What the Night Sky has Meant to Me
Last updated 4/28/2023 at 10:28am
When I was nine years of age, my parents, knowing my budding interest in science, gave me a book titled "All About the Planets," by Patricia Lauber, written in 1960. I recently found a copy of this book through an antique bookseller, and found the part of the book that changed the course of my life. It was the chapter on the planet Mars.
In this chapter, the author discusses the very real possibility of life on Mars. She presents the evidence for this using what was known at the time about the planet. It was while reading this chapter that I had the "ah ah!" moment of really grasping that I lived on a world, a planet, whirling through space.
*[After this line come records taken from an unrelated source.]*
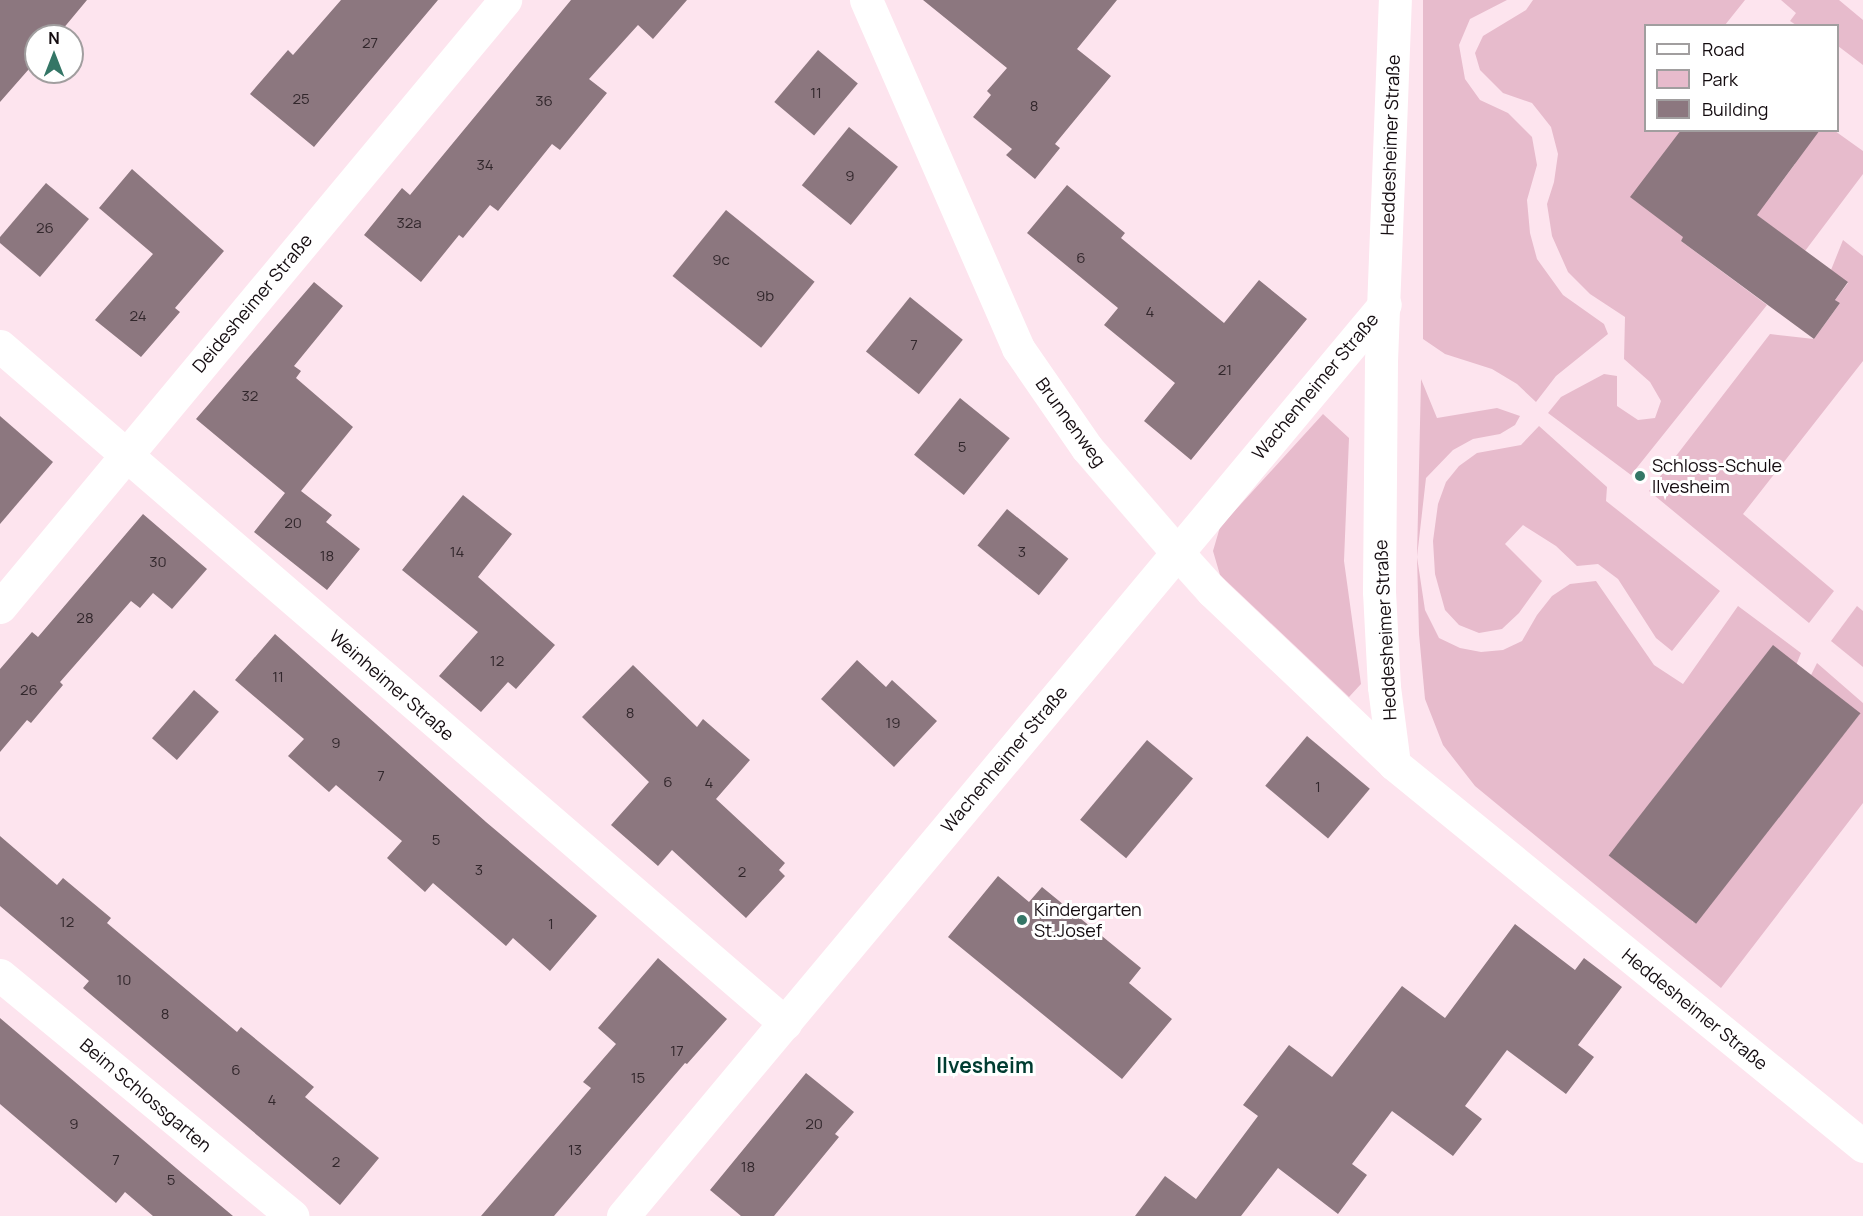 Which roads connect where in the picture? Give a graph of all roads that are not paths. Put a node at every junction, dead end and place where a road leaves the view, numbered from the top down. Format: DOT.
graph roads {
  1 [pos="505,0"];
  2 [pos="866,0"];
  3 [pos="1395,0"];
  4 [pos="1385,304"];
  5 [pos="0,346"];
  6 [pos="125,455"];
  7 [pos="1176,551"];
  8 [pos="0,607"];
  9 [pos="1394,764"];
  10 [pos="0,975"];
  11 [pos="785,1023"];
  12 [pos="1863,1146"];
  13 [pos="292,1216"];
  14 [pos="623,1216"];
  1 -- 6 [label="street, Deidesheimer Straße"];
  2 -- 7 [label="street, Brunnenweg"];
  3 -- 4 [label="street, Heddesheimer Straße"];
  4 -- 7 [label="street, Wachenheimer Straße"];
  4 -- 9 [label="street, Heddesheimer Straße"];
  5 -- 6 [label="street, Weinheimer Straße"];
  6 -- 8 [label="street, Deidesheimer Straße"];
  6 -- 11 [label="street, Weinheimer Straße"];
  7 -- 9 [label="street, Brunnenweg"];
  7 -- 11 [label="street, Wachenheimer Straße"];
  9 -- 12 [label="street, Heddesheimer Straße"];
  10 -- 13 [label="street, Beim Schlossgarten"];
  11 -- 14 [label="street, Wachenheimer Straße"];
}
I also now understood that there were other worlds, planets also whirling through space that were very different from mine. That these worlds might harbor living things of their own, life that might be very different from the life familiar to me as a creature of the Earth totally captivated me! I voraciously read the rest of the book.
Towards the end, the author also discusses our Sun as a star and that other suns were everywhere in the universe. That those suns might have planets of their own fascinated me! The number of planets in the universe and all that implied was, well, astronomical!
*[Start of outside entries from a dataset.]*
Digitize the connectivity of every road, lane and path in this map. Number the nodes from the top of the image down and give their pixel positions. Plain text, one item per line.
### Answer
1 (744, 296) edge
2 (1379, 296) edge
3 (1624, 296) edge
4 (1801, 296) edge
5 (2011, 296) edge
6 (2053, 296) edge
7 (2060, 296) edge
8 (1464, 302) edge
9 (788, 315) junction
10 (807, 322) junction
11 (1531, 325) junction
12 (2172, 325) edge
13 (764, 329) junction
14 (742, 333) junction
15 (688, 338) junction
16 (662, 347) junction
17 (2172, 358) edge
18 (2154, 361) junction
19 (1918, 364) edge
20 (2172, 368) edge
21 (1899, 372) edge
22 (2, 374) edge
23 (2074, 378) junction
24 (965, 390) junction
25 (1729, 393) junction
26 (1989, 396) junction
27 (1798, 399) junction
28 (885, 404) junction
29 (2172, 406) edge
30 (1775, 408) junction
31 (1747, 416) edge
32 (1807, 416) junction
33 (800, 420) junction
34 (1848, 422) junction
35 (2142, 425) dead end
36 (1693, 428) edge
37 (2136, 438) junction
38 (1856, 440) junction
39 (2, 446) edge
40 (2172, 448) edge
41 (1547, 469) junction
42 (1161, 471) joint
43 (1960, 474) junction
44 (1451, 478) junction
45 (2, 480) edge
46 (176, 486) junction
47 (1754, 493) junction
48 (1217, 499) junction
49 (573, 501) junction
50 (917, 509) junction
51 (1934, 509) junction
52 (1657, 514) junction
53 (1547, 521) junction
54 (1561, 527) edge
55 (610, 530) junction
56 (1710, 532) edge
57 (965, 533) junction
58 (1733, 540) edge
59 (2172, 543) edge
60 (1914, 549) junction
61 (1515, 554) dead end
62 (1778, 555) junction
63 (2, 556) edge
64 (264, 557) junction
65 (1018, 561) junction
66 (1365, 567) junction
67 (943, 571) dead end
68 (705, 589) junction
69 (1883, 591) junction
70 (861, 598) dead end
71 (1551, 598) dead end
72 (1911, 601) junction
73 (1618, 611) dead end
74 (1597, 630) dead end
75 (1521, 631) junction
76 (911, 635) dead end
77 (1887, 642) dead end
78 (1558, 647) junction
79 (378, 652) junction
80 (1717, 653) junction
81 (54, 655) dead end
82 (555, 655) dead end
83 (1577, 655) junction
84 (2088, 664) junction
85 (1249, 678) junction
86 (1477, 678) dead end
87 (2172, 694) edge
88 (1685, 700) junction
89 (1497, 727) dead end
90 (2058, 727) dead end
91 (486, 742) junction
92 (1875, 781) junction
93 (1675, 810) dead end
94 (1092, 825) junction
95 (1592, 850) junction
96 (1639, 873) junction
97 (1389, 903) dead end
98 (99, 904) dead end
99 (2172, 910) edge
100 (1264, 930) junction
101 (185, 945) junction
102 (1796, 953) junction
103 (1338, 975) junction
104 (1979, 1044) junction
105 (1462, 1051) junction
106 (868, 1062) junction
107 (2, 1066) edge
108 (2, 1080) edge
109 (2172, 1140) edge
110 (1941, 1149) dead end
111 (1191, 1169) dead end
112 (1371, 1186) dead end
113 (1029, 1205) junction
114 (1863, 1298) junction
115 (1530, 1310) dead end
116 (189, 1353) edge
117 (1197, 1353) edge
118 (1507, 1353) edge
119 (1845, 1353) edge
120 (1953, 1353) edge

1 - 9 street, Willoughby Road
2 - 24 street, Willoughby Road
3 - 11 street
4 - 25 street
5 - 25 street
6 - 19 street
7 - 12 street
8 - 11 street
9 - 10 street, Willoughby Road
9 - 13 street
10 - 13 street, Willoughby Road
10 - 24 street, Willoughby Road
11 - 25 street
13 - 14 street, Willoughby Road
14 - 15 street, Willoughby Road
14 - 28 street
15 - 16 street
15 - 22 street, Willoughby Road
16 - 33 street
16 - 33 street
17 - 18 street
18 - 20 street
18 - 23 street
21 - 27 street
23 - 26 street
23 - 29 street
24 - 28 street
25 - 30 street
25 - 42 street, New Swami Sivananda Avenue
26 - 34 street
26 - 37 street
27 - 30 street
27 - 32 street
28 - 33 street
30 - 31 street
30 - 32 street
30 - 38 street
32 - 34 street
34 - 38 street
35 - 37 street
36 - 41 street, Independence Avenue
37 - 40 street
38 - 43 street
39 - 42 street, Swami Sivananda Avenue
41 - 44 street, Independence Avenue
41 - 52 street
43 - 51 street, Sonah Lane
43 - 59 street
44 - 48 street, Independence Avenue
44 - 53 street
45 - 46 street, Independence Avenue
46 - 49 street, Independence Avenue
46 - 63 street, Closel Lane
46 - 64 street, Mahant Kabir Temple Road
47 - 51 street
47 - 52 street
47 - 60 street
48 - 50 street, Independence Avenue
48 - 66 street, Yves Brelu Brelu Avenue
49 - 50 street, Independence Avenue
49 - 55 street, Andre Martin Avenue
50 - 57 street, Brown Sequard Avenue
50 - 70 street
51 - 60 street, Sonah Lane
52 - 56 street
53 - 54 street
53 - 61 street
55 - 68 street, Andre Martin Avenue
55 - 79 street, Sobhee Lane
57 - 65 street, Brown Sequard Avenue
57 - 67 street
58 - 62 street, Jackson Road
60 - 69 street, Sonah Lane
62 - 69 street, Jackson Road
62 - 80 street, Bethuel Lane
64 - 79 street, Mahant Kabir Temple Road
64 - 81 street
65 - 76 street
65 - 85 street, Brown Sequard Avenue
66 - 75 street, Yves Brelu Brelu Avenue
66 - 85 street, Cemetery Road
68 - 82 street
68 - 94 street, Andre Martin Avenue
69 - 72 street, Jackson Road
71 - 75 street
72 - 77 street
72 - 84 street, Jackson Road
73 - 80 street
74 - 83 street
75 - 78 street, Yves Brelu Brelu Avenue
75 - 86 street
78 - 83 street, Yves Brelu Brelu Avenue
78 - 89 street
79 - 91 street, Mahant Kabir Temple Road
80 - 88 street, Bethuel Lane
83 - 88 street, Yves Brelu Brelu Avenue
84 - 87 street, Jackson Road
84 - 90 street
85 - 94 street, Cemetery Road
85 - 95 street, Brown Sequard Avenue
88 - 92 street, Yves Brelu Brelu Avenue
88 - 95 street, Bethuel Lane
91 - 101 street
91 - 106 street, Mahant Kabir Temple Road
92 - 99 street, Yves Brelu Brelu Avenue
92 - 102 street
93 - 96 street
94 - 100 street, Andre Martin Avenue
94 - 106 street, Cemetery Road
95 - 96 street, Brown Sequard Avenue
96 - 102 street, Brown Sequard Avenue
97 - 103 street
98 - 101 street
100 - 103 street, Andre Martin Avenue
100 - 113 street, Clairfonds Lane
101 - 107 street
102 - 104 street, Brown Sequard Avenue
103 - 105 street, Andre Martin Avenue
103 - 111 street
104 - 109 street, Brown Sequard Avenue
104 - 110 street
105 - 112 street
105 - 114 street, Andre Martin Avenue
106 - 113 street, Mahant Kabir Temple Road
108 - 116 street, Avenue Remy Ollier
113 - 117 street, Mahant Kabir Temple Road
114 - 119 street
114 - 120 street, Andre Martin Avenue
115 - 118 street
Once I grasped in my little way some of these basic facts about the universe, I had to see the stars with my own eyes, particularly knowing what I now did. This was 1962, and from our backyard in the borough of Brooklyn, in the City of New York, I could see hundreds of stars! I couldn't quite see the Milky Way, but I was able to learn the patterns of all the constellations. I could even see a few shooting stars now and then, and understanding something about what I was seeing was thrilling to my nine year old self.
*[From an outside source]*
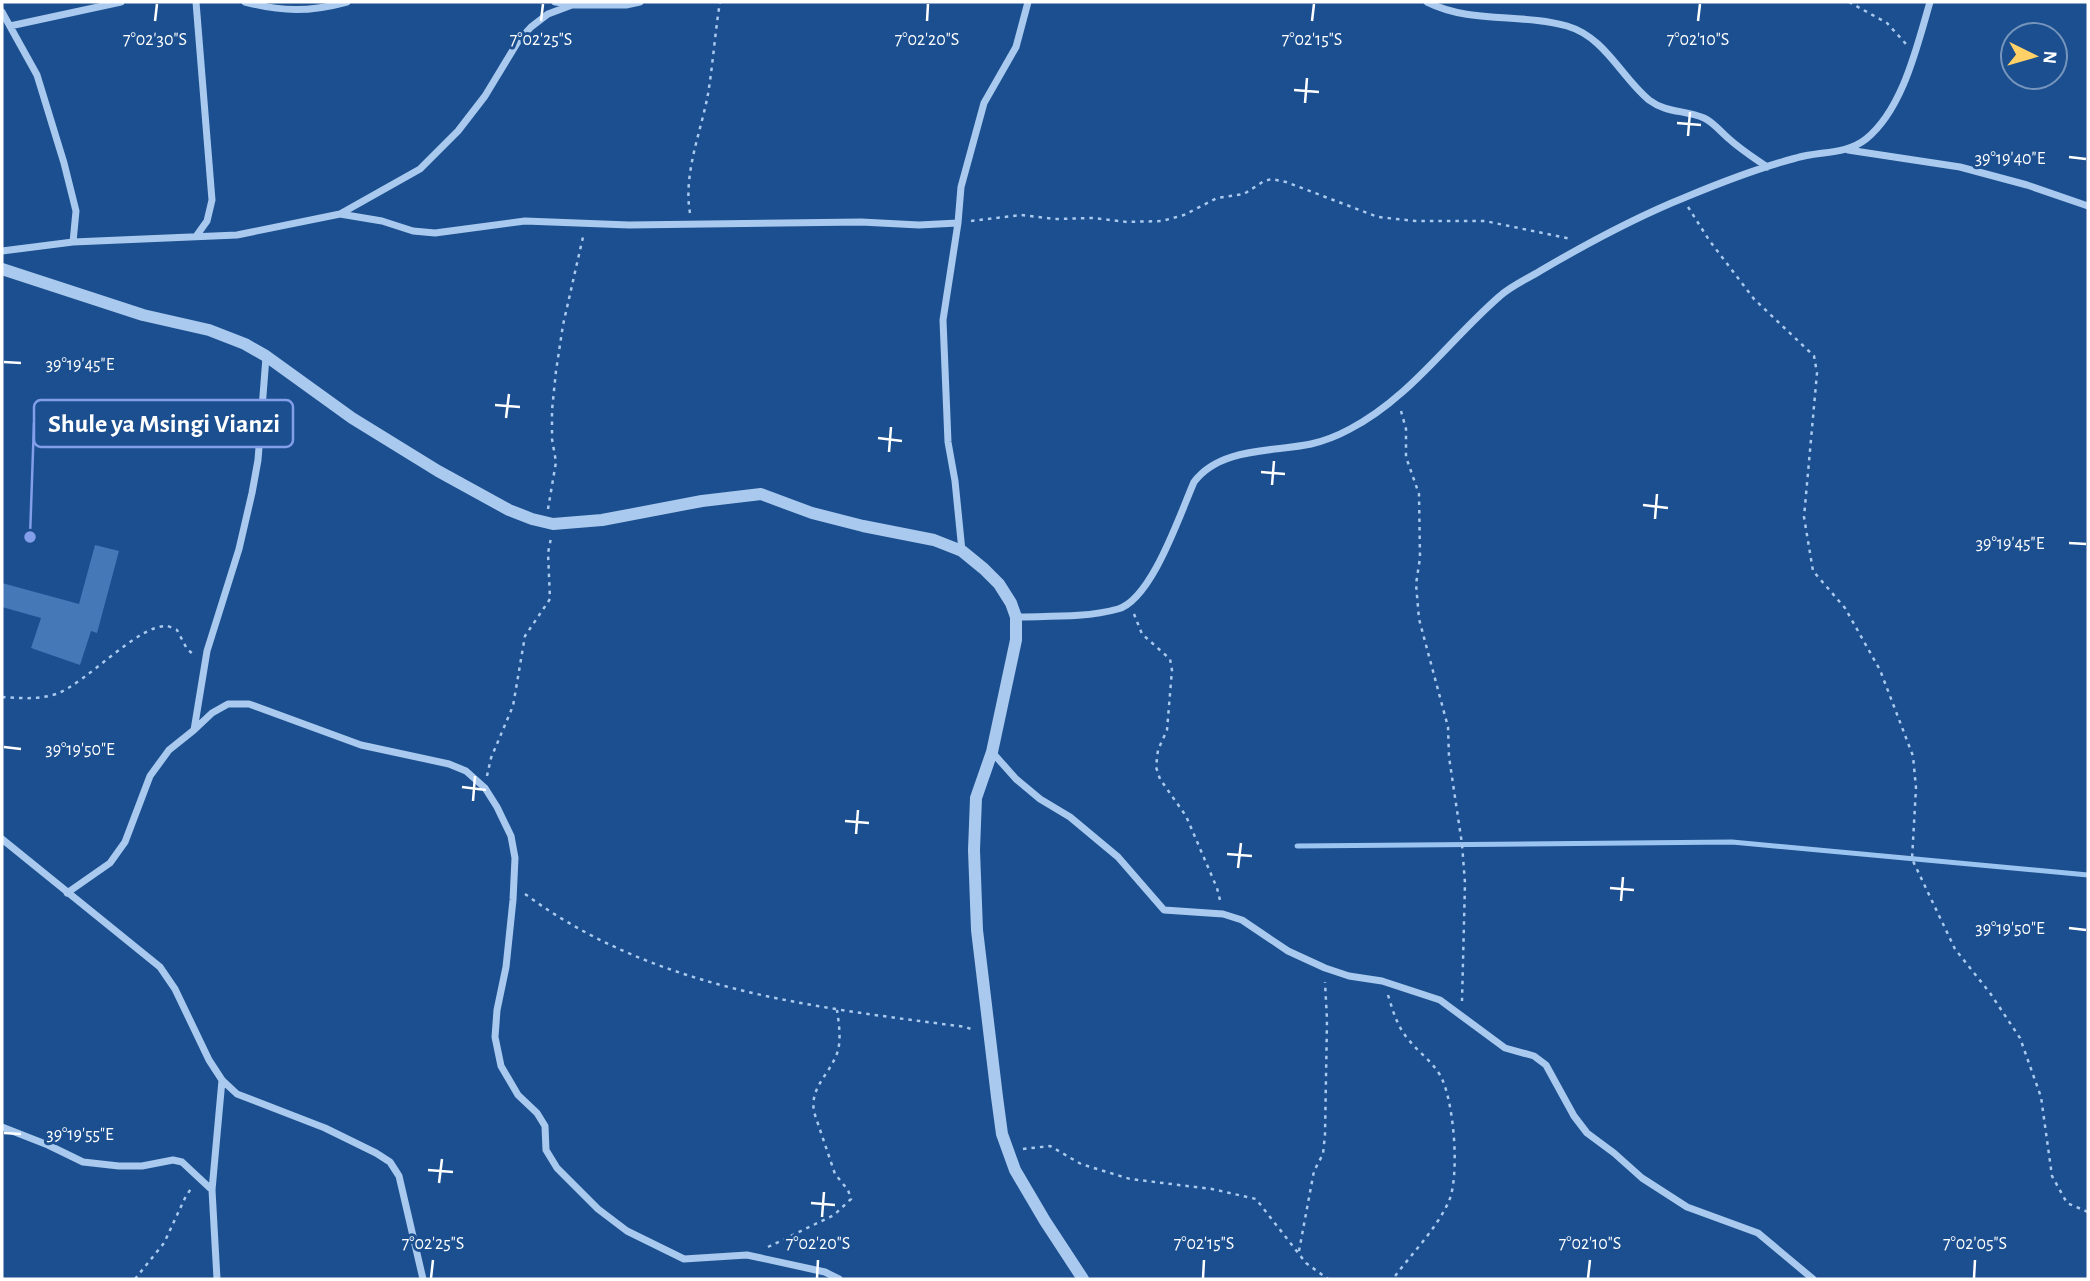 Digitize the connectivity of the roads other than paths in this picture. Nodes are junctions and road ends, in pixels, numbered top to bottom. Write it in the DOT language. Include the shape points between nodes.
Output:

That house in which I grew up still stands, but if you stood in the backyard of that house now and looked up at the night sky you would see nothing, nothing but an angry glowing sky, an electromagnetic fog through which only the moon and perhaps Venus and Jupiter were visible. This is of course due to light pollution.
Leaving that issue aside, after I learned to navigate my way around the night sky, I had to build a telescope! My first little three inch reflecting telescope was not much to behold, but when it showed me the craters on the moon and the rings of Saturn, I was completely and utterly hooked on all things astronomical.
And now leaving science behind, I want to tell you what the stars have meant to me in the emotional and spiritual realm.
When I was 12, my best friend died of lymphoma and I spent much of the night after his last day on earth in our backyard looking up at the stars (incredibly, it was a clear night). Something about the immensity of the sky brought me some comfort. I don't know what it was that gave me this sense of comfort, but I found it "up there" and it was sorely needed. Many years later, on the night of 9/11, I spent hours photographing the stars. Once again I found some easing of the pain.
Throughout my life, I have found this comfort and serenity when I see a sky filled with stars. The constellations are like dear old friends, but unlike my earthly friends and myself, they haven't aged a day since I first learned their patterns!
Watching my old friends being erased from the sky by the juggernaut of light pollution that seems to have no end breaks my heart. Those stars have meant so much to me over the last 61 years that I'd like to give something back to them.
Supporting the Dark Sky movement is just one little thing I can do. I can never say "thank you" enough to Orion the hunter or Gemini the twins or Leo the Lion or any of my "star friends" to repay the debt I owe them for the comfort, serenity and joy they have given me over these many years.